Mary’s feminist advocates go beyond railing against Christian tradition. Christine Schenk, CSJ acknowledges in an interview with U.S. Catholic that clearing Mary’s name has an agenda most orthodox Christians would consider unbiblical: the empowerment of women in church leadership and, ultimately, women’s ordination.
“People see this as a positive, constructive way to show they support women’s equality,” says Schenk, who believes reclaiming Mary Magdalene’s reputation as an early church leader will have implications for women’s leadership in the Church today, including the ordination of women.
Schenk is a director of FutureChurch, a liberal Catholic organization seeking “changes that will provide all Roman Catholics the opportunity to participate fully in Church life and leadership.” FutureChurch’s free 2017 Mary of Magdala Celebration offerings include “resources for women’s preaching,” and its website suggests using Mary Magdalene’s feast day as an opportunity to “advocate for opportunities for Catholics to hear the voices of women preaching today.” In short, the feminist defense of Mary Magdalene seems driven not by a concern for Christian truth, but by a politicized desire for women’s equality.
According to this narrative, if Mary Magdalene is a repentant sinner, she is worthless as a role model for modern women. Dvorak quotes nun and professor Barbara Bowe: “Women looking to the Bible for inspiration already have limited choices of female role models. When we suddenly cut Mary Magdalene off at the knees and turn her into some kind of evil sex pervert, we deprive men and women, but especially women, of a figure with whom they can identify.”
The feminist clearing of Mary’s name misses crucial realities of repentance, absolution, and the Christian life. The old story of Mary as a former prostitute who gave up a life of sin for a new life of righteousness did not make Mary an “evil sex pervert.” It helped Christians for millennia understand and rejoice in what it means to repent and receive Christ’s forgiveness.
Dvorak’s statement that Mary Magdalene’s story is the story of modern women everywhere is true—just not in the way she thinks it is. Bowe may think that the old Mary narrative left modern women without a New Testament woman to identify with; but as a repentant sinner, was she not already one of the most identifiable figures in the New Testament? All modern women suffer the consequences of the Fall and battle sin throughout their lives. All Christian women—all Christian women and men—are by definition “repentant sinners.” Regardless of its factual accuracy, Gregory’s interpretation of Mary’s story revealed truths about the Christian life that the new gender-driven agenda seems sadly unable to grasp.
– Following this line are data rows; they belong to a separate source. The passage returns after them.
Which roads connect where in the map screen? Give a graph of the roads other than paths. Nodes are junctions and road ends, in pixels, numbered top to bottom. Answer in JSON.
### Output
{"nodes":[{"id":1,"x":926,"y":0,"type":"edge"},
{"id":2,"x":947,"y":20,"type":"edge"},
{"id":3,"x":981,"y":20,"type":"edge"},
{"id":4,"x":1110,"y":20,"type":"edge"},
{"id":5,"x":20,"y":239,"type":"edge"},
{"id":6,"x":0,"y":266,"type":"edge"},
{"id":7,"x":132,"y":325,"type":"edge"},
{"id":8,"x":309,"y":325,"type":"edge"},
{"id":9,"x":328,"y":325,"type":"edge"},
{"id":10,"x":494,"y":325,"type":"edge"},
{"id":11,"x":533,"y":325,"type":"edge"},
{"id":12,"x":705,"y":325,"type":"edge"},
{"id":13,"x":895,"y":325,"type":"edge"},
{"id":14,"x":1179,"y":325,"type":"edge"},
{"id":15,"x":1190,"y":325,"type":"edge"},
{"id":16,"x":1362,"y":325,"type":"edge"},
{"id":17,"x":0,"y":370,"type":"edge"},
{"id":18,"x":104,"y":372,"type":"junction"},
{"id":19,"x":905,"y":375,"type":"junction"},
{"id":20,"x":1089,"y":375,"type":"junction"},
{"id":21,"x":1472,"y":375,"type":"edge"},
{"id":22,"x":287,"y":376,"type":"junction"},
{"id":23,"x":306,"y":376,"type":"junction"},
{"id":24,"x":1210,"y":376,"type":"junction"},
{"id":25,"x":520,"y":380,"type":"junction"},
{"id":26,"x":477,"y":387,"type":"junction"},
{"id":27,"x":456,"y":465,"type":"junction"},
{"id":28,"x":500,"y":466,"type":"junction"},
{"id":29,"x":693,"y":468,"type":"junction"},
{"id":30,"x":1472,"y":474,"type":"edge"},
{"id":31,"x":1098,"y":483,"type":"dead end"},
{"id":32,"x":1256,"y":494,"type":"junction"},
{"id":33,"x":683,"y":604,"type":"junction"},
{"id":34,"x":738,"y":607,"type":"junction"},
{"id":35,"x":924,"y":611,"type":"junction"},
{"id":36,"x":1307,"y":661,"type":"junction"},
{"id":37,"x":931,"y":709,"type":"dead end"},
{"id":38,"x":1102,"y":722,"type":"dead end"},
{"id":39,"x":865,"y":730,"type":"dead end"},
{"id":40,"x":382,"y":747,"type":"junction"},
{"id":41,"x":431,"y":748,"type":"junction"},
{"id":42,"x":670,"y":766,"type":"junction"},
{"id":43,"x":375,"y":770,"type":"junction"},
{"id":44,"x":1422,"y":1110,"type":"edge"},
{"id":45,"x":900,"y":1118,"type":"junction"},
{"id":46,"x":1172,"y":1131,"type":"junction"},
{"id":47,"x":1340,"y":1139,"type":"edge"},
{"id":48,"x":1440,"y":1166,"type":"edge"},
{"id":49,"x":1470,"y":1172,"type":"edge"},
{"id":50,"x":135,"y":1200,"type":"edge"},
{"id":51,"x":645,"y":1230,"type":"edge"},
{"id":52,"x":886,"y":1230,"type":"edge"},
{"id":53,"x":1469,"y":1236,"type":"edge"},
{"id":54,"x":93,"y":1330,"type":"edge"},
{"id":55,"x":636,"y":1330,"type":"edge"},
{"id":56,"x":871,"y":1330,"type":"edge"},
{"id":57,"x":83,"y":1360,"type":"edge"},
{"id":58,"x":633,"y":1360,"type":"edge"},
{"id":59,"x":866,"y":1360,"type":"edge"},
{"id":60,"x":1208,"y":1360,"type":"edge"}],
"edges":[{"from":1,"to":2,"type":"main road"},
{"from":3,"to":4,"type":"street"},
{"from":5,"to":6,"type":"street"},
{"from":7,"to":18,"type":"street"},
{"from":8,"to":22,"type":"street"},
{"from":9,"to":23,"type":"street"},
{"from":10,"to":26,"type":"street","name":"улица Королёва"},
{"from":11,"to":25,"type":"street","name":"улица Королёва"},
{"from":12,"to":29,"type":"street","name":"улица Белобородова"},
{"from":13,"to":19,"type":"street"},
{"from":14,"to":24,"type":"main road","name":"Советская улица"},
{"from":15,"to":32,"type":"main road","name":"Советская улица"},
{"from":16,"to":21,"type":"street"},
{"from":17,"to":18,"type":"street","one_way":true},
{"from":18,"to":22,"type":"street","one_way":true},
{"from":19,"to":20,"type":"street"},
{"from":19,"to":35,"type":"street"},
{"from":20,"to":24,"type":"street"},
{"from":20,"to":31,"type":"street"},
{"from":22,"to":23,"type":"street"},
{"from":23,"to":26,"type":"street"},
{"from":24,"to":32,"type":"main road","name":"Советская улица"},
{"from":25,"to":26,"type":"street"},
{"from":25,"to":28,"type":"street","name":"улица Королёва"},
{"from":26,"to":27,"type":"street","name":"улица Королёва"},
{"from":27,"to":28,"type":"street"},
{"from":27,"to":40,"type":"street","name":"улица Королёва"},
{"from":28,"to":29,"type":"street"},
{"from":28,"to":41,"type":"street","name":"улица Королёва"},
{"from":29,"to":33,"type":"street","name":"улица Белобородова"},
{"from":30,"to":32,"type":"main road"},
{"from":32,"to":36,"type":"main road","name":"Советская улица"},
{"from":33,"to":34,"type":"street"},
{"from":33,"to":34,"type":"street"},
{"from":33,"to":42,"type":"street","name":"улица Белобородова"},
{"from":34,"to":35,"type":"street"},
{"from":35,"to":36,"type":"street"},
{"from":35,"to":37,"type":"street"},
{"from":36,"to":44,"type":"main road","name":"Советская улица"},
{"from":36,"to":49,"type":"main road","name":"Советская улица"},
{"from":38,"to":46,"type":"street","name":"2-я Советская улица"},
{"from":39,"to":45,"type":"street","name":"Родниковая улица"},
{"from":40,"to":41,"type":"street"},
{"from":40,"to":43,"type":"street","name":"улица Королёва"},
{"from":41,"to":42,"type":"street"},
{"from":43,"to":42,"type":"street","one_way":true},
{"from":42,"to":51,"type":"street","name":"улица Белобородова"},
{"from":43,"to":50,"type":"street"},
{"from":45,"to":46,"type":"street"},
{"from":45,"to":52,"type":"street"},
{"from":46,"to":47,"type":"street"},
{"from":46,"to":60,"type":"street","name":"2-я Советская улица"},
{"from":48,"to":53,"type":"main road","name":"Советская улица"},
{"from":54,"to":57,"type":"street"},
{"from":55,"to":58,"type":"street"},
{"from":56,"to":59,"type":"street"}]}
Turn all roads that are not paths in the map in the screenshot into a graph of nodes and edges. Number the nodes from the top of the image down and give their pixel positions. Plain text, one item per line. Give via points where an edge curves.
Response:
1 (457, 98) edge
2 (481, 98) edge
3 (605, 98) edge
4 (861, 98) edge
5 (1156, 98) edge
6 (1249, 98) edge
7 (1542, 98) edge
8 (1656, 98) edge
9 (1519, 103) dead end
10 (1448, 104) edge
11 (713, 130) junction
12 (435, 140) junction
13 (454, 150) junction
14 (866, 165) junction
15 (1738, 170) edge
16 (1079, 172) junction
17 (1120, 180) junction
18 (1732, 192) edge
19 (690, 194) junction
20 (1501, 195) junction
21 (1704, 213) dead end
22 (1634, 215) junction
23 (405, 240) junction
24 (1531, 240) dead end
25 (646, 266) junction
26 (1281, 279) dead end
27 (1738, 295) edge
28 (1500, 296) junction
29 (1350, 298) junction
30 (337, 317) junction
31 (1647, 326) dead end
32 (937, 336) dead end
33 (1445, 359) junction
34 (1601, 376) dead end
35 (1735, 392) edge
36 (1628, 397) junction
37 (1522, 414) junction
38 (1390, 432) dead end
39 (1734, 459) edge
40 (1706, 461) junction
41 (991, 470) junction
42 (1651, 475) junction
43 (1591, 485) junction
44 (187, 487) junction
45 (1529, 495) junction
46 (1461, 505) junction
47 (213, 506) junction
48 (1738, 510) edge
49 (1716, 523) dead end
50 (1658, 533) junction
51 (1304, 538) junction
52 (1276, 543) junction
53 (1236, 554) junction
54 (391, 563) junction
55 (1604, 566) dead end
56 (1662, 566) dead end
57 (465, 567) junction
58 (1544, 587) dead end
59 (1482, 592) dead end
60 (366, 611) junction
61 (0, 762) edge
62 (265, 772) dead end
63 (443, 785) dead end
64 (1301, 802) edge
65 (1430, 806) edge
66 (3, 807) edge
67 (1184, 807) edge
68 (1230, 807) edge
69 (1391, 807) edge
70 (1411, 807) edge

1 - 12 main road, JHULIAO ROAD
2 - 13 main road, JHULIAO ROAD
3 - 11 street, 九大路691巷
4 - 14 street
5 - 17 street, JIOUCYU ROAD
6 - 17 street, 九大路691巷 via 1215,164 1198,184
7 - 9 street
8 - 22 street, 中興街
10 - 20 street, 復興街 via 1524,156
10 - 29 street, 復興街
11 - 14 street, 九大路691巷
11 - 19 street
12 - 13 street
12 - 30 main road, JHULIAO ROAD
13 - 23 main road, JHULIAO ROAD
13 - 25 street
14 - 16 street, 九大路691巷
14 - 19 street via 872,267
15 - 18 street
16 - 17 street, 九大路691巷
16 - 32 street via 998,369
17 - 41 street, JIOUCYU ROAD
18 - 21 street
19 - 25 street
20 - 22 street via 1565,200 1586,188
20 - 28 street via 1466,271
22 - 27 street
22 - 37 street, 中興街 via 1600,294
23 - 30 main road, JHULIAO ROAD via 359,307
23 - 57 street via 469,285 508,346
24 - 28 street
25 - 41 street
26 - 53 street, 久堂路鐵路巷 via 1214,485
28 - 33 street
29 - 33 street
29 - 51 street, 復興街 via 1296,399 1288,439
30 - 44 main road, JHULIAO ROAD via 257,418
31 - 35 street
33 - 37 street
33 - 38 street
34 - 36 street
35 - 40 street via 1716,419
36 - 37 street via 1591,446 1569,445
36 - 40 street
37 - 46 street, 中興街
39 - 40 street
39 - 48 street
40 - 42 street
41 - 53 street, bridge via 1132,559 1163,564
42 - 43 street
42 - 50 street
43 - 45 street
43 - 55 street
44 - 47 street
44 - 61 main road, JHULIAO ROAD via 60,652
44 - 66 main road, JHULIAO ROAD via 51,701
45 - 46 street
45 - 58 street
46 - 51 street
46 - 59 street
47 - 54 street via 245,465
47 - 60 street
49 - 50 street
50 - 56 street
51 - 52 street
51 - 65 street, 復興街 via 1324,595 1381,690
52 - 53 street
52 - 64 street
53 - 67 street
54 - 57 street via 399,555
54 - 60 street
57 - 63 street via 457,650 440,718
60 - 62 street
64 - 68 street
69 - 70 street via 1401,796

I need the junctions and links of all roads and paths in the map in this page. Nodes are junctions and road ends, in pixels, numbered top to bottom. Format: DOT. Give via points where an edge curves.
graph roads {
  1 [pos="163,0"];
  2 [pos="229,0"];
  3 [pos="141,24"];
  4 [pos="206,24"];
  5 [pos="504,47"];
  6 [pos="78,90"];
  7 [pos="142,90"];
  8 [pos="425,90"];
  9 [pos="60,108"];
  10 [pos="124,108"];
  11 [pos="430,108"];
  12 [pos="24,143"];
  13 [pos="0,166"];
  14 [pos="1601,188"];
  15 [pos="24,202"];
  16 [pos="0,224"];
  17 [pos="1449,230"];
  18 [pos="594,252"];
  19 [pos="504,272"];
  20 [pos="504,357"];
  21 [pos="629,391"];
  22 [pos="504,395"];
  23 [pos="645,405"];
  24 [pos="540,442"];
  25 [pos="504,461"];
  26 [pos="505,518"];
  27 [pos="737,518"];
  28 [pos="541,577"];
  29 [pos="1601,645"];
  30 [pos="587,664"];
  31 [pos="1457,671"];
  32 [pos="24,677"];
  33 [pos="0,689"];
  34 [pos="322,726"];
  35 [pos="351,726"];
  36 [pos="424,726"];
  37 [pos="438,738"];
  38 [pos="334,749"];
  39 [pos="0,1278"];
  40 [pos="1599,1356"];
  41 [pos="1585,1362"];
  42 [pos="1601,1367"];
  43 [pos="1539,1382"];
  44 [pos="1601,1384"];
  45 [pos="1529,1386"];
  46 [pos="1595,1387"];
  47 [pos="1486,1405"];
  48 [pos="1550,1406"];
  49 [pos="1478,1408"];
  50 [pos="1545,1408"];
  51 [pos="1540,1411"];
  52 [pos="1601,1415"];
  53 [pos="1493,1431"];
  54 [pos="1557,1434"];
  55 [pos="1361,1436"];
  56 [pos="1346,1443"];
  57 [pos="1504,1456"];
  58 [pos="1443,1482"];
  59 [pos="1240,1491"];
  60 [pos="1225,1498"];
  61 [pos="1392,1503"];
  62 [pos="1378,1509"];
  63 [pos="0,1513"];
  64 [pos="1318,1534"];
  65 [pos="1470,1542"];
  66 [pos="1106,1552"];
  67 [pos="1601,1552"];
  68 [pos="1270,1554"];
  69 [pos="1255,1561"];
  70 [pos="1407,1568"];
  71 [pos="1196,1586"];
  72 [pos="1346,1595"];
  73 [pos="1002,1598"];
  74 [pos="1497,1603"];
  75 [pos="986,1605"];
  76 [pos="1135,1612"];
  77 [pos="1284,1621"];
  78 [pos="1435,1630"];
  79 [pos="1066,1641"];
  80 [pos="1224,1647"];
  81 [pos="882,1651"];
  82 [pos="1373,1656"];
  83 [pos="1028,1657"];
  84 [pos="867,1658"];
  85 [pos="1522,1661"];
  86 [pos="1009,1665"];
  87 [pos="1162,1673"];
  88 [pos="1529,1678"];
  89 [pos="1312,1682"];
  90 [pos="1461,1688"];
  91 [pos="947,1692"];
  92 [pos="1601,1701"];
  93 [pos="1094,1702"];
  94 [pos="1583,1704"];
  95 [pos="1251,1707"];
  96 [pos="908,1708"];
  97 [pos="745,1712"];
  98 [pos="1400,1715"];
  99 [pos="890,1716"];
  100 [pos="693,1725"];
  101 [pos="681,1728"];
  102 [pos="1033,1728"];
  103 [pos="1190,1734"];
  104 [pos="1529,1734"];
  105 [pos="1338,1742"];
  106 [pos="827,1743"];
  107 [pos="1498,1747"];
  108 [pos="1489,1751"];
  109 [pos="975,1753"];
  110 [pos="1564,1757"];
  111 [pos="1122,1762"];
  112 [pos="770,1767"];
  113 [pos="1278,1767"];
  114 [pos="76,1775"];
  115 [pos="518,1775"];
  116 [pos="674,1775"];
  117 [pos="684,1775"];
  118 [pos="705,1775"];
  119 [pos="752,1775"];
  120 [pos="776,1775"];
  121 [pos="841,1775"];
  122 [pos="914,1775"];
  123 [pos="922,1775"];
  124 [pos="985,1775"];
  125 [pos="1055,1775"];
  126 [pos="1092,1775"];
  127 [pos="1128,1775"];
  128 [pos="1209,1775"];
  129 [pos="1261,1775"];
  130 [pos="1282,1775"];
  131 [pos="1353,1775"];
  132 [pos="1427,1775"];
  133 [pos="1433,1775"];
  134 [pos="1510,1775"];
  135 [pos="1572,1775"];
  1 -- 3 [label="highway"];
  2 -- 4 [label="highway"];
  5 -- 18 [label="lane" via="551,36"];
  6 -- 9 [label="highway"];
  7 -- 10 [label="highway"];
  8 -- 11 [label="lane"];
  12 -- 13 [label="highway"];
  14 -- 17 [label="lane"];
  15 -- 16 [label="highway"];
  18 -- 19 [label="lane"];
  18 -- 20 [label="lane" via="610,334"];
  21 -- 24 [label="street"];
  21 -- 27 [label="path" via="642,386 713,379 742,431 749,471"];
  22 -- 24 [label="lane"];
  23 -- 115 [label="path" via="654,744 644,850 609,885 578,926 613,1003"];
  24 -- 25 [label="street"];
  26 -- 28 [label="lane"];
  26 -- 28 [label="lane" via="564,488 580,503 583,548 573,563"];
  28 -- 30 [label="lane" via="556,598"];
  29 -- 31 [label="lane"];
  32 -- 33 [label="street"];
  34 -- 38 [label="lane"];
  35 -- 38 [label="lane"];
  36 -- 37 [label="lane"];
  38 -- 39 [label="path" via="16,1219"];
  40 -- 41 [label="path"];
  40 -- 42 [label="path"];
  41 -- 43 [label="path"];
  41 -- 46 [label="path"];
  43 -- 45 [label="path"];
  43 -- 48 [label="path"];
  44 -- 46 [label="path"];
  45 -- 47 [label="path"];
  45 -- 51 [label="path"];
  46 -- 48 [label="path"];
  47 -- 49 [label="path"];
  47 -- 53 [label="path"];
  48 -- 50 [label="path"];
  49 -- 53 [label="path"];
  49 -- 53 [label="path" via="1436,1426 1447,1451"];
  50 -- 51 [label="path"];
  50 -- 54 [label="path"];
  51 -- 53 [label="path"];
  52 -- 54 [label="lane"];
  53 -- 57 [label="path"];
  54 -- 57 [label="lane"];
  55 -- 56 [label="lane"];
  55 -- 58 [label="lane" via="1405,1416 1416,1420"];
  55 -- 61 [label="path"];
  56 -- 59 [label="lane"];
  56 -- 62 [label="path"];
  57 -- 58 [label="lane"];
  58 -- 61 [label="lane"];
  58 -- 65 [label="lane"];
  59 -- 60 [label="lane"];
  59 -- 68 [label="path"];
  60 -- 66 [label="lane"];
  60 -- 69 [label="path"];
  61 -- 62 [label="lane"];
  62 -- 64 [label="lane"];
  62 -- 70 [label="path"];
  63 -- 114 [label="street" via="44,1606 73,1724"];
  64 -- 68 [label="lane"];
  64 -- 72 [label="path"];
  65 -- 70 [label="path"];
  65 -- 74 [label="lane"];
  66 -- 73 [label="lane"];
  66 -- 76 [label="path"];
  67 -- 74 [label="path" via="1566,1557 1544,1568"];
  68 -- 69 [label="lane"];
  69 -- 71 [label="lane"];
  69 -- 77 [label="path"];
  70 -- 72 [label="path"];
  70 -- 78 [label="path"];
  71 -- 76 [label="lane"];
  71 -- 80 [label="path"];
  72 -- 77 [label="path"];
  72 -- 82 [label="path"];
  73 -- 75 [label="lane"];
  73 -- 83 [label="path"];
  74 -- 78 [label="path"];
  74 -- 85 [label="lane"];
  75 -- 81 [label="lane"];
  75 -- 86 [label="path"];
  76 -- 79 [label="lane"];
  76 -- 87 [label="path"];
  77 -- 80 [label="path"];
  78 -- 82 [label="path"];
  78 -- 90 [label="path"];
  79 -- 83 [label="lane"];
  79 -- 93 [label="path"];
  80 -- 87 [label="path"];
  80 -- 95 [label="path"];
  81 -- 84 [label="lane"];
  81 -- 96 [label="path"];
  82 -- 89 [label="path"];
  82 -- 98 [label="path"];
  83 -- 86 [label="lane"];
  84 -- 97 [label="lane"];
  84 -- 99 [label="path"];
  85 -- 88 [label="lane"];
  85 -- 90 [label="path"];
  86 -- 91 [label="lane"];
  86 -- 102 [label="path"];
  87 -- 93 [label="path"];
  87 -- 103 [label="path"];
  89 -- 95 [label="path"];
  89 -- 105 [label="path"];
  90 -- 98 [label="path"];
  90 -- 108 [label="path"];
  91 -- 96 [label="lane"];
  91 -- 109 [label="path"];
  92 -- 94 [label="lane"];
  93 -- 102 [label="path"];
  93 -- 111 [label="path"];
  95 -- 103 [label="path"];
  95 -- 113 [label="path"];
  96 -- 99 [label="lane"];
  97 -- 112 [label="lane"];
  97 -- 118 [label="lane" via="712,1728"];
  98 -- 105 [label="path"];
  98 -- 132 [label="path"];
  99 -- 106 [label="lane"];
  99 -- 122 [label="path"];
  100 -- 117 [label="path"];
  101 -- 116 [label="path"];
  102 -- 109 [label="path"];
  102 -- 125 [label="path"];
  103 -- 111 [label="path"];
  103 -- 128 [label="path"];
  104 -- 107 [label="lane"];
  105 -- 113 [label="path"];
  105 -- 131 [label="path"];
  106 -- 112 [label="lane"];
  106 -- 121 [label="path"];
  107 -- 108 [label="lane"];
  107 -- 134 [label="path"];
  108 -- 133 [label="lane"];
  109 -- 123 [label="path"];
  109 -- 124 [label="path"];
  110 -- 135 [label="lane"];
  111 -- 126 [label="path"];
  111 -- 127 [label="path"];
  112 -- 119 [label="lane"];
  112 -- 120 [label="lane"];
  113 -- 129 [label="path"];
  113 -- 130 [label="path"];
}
What is certain is that Mary Magdalene, whether she was a repentant prostitute or purely an example of extraordinary faith, did not leave behind a legacy that encourages bashing male church leaders, criticizing church tradition, or lobbying for gender equality. She left an example of how to live a life of faith, relying on Christ’s mercy and rejoicing in his Gospel. So on Mary Magdalene’s feast day, let’s not turn the saint into a poster child for feminism or women’s ordination. Rather, let us give thanks to God for using her throughout church history to teach Christians the meaning of repentance and forgiveness and for raising her up as a faithful role model for all Christian women—and men.
Ramona V. Tausz is a junior fellow at First Things.